Vertical Federated Learning (VFL) is a federated learning paradigm where multiple participants, who share the same set of samples but hold different features, jointly train machine learning models. Although VFL enables collaborative machine learning without sharing raw data, it is still susceptible to various privacy threats. In this paper, we conduct the first comprehensive survey of the state-of-the-art in privacy attacks and defenses in VFL. We provide taxonomies for both attacks and defenses, based on their characterizations, and discuss open challenges and future research directions.
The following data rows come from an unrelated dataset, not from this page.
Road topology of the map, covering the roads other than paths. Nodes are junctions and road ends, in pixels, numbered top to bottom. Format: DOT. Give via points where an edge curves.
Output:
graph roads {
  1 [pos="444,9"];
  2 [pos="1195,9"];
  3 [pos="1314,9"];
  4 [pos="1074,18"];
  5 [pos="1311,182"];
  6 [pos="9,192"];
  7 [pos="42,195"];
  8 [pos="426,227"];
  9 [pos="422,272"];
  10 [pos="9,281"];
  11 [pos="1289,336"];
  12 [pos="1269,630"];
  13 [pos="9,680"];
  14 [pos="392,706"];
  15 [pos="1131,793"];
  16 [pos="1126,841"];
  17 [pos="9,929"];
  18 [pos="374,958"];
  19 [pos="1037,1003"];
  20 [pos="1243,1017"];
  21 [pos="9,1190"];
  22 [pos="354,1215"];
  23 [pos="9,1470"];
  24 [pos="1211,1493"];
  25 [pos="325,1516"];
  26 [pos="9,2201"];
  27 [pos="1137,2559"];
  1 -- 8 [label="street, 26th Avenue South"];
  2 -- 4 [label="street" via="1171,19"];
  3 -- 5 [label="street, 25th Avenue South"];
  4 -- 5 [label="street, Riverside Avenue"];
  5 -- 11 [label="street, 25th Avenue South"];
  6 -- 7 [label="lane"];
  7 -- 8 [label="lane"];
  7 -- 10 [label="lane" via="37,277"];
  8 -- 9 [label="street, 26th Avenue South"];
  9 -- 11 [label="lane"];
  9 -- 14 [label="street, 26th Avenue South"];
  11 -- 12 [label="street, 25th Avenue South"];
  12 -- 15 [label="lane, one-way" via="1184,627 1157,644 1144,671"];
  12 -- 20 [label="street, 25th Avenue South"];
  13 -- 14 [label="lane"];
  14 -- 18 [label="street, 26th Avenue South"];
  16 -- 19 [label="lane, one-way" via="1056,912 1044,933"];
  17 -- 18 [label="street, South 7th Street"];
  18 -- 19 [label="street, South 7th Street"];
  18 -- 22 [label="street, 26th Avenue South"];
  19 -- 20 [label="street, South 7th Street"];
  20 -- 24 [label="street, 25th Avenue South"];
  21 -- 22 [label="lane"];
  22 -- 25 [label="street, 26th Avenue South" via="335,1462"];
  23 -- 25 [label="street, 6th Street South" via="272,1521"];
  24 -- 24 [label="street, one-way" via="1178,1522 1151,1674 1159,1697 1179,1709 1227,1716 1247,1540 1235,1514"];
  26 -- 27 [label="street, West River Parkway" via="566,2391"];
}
Specifically, our discussion is structured around the model's life cycle, by delving into the privacy threats encountered during different stages of machine learning and their corresponding countermeasures. This survey not only serves as a resource for the research community but also offers clear guidance and actionable insights for practitioners to safeguard data privacy throughout the model's life cycle.

翻译：垂直联邦学习（VFL）是一种联邦学习范式，其中多个参与者共享相同的样本集但持有不同的特征，共同训练机器学习模型。尽管VFL能够在不共享原始数据的情况下实现协作机器学习，但它仍然容易受到各种隐私威胁的影响。本文首次对VFL中隐私攻击与防御的最新研究进行了全面综述。我们基于攻击与防御的特征化方法，提供了两者的分类体系，并探讨了公开挑战与未来研究方向。具体而言，我们的讨论围绕模型生命周期展开，深入分析了机器学习不同阶段遇到的隐私威胁及其对应策略。本综述不仅为研究社区提供了资源，还为从业者在模型全生命周期中保护数据隐私提供了清晰的指导和可操作的见解。